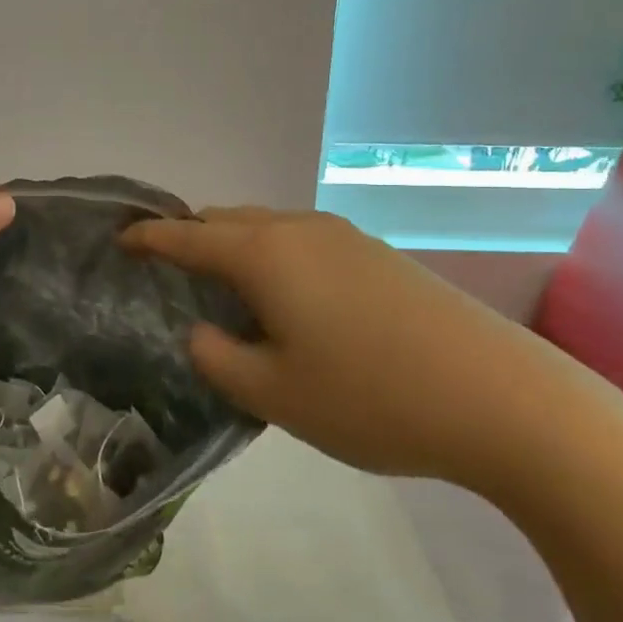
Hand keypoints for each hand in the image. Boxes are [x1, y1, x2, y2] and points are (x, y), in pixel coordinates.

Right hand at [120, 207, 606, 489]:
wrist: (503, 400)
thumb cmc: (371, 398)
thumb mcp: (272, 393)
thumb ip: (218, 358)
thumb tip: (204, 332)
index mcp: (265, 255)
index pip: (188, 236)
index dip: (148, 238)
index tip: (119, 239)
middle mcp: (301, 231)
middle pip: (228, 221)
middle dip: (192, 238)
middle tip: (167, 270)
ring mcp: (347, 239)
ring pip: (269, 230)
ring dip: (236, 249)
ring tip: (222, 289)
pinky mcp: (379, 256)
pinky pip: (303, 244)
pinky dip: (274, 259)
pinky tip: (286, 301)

--*--

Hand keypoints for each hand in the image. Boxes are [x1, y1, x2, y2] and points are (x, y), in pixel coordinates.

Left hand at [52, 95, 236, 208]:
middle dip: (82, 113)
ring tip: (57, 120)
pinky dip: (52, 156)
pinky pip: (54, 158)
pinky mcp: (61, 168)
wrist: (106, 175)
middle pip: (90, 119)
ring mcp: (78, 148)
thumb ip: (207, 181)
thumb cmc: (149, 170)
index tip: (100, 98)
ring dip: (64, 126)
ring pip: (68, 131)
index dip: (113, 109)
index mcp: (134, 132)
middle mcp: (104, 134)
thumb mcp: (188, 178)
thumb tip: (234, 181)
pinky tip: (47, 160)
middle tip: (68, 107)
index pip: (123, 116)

--*--

TO DO: In the records above, tally the lines where the word "hand" appears, and give the number and nothing else.

RESPONSE AREA: 4